What you should do ▸ Your answer should be a single number: how many lines in the data below hold the string "topology".

_____

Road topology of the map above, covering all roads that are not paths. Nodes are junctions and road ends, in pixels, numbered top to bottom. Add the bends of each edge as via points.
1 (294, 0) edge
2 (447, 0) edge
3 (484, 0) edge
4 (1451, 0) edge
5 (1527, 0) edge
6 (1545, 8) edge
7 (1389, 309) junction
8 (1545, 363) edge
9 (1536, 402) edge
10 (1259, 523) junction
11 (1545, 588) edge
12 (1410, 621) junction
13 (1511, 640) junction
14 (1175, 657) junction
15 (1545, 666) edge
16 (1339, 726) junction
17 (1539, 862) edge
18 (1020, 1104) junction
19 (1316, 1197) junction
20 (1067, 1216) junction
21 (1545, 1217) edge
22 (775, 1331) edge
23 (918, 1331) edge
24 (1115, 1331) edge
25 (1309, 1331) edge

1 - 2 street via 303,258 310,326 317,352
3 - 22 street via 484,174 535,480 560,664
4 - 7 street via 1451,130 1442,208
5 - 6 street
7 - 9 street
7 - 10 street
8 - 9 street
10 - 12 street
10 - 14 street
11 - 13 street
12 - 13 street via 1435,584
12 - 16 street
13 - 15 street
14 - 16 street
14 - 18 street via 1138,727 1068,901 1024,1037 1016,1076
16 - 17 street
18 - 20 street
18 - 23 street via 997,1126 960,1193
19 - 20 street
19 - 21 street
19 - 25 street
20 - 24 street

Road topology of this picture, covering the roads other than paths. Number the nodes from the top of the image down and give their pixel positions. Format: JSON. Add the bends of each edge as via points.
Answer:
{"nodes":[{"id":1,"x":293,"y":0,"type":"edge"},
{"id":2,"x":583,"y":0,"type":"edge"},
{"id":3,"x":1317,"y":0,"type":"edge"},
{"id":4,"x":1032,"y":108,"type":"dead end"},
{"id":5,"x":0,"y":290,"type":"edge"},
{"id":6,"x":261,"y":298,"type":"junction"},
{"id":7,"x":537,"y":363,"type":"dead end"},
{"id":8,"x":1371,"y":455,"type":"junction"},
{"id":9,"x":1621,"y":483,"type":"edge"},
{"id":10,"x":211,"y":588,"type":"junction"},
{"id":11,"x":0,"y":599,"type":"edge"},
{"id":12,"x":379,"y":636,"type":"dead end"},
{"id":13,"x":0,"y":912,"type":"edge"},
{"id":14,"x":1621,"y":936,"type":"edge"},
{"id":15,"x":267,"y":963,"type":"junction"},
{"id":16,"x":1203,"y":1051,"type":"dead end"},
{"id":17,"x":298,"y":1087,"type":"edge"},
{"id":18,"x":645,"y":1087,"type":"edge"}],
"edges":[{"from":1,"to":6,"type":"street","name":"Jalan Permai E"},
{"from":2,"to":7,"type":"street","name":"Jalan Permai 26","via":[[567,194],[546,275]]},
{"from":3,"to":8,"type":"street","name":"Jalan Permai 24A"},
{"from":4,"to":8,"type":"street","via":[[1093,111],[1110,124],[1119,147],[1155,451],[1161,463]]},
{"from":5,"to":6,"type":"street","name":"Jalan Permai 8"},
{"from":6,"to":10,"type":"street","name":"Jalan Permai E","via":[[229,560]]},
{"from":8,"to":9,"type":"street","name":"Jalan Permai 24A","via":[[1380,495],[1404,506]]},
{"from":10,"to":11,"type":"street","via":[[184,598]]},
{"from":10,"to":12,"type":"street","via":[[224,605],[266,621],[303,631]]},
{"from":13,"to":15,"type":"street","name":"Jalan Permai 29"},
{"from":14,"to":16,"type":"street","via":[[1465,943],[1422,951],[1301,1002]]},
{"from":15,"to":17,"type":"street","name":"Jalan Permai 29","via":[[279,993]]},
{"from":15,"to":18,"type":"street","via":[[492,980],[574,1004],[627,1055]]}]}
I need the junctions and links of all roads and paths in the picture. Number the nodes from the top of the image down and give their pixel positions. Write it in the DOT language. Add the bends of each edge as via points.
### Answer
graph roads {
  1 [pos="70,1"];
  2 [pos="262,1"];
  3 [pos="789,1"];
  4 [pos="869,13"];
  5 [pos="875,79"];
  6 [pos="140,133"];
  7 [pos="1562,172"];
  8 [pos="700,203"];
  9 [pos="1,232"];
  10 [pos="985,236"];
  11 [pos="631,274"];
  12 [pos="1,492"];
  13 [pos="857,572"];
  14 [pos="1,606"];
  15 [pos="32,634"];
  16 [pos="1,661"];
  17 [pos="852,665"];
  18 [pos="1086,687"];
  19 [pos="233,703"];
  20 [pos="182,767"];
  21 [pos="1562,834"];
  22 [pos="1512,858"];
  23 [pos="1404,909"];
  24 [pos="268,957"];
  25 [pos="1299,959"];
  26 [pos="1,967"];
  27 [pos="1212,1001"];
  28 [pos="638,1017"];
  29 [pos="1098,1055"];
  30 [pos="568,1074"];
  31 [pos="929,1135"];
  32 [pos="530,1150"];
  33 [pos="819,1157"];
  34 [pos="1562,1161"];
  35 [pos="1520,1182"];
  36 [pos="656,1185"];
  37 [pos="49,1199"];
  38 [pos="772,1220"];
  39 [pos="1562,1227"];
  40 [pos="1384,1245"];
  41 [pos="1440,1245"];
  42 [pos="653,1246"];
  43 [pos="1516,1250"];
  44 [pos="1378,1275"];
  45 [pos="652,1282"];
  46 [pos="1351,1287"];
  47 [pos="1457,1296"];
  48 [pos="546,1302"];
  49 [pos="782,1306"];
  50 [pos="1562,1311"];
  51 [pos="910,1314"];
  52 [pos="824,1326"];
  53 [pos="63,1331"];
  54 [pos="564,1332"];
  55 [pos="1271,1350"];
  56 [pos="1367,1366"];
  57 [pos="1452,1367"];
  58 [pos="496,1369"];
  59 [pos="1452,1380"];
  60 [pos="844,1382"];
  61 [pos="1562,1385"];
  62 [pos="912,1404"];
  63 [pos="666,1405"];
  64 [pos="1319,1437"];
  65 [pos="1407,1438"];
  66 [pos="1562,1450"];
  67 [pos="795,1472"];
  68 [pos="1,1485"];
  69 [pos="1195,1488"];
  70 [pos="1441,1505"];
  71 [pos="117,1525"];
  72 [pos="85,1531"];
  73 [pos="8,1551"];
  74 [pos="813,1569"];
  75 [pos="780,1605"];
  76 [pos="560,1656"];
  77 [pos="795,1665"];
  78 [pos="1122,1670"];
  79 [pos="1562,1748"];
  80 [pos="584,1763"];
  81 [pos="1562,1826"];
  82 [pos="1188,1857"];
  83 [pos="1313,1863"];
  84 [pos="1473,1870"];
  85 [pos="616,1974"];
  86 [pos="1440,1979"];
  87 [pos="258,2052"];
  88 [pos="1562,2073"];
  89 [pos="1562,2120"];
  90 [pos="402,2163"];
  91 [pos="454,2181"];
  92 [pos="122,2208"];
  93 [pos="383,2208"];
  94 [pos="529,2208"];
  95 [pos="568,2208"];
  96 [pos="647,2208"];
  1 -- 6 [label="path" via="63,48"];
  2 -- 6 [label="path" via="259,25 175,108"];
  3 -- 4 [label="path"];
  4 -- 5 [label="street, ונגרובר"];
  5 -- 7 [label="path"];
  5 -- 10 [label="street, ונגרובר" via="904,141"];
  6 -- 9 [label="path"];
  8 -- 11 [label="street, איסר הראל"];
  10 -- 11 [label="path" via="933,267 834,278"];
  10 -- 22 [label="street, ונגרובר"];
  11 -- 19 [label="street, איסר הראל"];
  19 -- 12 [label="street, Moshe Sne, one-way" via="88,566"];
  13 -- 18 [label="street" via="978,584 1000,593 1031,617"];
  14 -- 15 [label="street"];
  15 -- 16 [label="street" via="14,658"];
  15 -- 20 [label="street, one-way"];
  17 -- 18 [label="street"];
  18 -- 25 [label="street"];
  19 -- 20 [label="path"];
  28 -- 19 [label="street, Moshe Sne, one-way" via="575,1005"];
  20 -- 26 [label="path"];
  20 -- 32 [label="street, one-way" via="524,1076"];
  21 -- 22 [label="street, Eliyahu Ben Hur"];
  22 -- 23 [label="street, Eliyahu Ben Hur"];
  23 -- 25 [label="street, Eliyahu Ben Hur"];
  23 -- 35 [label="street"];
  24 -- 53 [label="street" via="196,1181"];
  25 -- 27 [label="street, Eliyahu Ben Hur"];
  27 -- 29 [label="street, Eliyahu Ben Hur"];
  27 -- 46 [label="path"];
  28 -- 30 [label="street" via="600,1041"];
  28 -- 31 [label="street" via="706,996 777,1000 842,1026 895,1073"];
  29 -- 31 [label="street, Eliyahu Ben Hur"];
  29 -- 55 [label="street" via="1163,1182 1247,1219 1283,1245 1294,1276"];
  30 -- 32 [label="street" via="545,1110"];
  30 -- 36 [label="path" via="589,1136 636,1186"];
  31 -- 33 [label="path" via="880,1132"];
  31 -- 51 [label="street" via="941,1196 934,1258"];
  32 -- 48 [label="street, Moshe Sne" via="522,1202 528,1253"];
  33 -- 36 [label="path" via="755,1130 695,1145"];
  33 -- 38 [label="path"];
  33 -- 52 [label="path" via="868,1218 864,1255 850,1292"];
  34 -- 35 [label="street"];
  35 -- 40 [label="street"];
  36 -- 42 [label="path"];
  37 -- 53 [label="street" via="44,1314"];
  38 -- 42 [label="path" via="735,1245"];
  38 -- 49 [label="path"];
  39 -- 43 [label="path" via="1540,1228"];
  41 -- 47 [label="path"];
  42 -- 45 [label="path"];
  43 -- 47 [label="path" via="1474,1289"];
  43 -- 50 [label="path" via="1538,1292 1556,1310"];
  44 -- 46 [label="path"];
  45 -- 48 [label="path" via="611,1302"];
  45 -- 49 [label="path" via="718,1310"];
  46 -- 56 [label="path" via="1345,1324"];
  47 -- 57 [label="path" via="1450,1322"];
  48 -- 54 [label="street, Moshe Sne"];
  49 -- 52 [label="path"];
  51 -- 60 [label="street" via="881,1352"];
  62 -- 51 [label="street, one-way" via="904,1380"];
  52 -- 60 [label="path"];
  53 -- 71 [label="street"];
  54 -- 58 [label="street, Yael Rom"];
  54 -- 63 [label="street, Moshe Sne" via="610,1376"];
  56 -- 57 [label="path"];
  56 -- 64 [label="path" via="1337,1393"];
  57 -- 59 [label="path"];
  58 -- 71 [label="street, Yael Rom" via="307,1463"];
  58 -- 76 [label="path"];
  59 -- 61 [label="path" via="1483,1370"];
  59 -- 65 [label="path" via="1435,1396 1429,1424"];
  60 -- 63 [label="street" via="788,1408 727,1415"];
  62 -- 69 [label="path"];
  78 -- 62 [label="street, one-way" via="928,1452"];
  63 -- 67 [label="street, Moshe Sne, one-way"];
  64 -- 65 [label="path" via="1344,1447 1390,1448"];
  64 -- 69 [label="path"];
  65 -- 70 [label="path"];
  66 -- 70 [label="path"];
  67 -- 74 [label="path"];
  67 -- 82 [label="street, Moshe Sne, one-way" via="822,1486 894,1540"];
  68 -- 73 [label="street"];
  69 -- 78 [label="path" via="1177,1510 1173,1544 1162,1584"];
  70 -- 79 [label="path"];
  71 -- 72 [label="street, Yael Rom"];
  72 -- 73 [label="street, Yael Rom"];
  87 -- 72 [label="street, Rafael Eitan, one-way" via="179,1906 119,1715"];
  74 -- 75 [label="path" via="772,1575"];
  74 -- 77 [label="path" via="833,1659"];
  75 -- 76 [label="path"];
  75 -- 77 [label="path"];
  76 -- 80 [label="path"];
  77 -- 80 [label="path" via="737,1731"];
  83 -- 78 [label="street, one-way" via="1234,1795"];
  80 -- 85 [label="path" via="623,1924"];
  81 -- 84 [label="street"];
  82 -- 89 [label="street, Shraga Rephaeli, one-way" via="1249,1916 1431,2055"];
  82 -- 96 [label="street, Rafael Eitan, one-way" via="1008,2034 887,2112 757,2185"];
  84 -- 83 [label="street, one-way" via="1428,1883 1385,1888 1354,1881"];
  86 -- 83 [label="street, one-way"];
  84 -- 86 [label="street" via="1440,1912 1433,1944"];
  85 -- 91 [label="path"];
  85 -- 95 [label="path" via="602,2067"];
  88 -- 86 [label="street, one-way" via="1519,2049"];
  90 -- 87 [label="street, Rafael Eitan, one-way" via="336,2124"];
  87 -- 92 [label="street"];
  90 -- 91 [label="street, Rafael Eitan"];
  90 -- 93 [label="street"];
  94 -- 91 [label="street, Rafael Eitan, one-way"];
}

_____

Result for this task ▸ 2